▶ YOUR GOAL:
Please find every line in the records below that contains the word "graph", and copy it.

--- TASK MATERIAL Enclosed Below ---

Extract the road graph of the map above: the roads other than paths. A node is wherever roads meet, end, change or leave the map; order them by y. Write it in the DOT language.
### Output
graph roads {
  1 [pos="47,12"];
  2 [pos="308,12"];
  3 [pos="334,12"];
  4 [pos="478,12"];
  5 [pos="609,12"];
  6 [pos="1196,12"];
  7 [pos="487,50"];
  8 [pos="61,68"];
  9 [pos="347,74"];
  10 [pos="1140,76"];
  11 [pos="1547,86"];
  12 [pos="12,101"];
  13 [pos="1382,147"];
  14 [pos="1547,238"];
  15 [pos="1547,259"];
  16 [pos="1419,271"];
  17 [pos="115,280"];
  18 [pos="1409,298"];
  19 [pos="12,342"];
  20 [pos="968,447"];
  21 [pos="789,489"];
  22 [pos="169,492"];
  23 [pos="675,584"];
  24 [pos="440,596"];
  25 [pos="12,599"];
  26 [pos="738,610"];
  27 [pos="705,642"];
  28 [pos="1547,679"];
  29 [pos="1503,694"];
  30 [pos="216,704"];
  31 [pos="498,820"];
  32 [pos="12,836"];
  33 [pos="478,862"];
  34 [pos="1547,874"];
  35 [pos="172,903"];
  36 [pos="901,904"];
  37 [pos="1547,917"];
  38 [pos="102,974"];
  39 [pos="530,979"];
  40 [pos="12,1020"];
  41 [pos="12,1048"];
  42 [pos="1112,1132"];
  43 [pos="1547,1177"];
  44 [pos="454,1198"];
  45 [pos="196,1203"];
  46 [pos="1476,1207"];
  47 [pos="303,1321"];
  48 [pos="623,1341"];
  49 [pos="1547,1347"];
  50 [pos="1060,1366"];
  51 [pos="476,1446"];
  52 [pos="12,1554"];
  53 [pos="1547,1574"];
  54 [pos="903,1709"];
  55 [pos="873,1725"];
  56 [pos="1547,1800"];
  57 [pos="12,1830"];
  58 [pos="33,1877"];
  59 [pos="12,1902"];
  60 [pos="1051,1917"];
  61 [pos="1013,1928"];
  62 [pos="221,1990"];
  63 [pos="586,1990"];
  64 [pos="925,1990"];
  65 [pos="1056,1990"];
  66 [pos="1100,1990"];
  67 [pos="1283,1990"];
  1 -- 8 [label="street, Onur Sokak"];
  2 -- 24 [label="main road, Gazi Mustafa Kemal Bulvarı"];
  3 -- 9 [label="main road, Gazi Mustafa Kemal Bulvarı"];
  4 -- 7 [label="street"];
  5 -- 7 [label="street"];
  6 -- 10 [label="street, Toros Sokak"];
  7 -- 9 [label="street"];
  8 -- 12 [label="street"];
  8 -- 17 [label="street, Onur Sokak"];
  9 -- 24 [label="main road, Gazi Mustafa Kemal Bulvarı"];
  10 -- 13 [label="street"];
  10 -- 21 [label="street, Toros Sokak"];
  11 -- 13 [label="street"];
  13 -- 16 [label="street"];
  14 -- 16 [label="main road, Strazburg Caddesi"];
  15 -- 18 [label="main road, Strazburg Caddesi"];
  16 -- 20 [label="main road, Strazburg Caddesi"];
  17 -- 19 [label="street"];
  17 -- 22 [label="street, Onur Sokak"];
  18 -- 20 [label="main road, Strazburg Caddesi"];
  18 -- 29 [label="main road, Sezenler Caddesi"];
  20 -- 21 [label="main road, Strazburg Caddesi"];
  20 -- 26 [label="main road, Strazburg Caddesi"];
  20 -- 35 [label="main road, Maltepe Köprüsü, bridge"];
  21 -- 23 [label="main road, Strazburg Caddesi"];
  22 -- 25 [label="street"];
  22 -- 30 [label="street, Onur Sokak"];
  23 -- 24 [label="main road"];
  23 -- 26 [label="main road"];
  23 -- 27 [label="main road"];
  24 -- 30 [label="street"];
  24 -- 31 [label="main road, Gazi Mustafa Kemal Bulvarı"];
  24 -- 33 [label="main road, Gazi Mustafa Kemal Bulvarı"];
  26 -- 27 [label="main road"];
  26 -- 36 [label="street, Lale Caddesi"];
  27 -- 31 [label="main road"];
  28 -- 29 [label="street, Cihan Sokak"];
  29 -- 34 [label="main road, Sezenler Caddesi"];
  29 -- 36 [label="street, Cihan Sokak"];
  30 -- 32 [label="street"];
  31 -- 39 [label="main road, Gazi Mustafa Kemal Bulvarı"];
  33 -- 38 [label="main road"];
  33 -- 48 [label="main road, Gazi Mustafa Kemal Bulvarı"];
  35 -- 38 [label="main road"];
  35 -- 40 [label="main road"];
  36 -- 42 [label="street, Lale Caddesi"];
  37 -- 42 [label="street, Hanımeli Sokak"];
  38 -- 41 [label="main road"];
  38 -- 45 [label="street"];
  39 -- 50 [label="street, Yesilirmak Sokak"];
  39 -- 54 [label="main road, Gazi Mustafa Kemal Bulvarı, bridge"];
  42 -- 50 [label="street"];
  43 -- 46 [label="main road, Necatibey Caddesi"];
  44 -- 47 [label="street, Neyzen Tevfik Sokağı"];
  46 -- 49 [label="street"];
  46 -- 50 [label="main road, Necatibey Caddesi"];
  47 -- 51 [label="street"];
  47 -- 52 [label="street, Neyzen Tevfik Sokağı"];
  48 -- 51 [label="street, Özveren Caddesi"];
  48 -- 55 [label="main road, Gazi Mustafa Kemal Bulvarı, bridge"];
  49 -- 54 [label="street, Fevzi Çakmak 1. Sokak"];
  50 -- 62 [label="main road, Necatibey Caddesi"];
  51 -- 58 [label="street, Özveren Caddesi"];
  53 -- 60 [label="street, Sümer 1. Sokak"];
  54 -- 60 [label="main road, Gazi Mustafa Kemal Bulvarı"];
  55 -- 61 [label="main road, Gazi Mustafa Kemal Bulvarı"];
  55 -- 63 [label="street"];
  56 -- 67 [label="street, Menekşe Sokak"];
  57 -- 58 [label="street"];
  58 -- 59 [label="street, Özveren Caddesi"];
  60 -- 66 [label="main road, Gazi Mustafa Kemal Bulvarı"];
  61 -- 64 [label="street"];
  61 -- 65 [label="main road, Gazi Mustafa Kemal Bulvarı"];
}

--- End of Enclosed TASK MATERIAL ---

▶ SOLUTION FOR THIS EXERCISE:
Extract the road graph of the map above: the roads other than paths. A node is wherever roads meet, end, change or leave the map; order them by y. Write it in the DOT language.
graph roads {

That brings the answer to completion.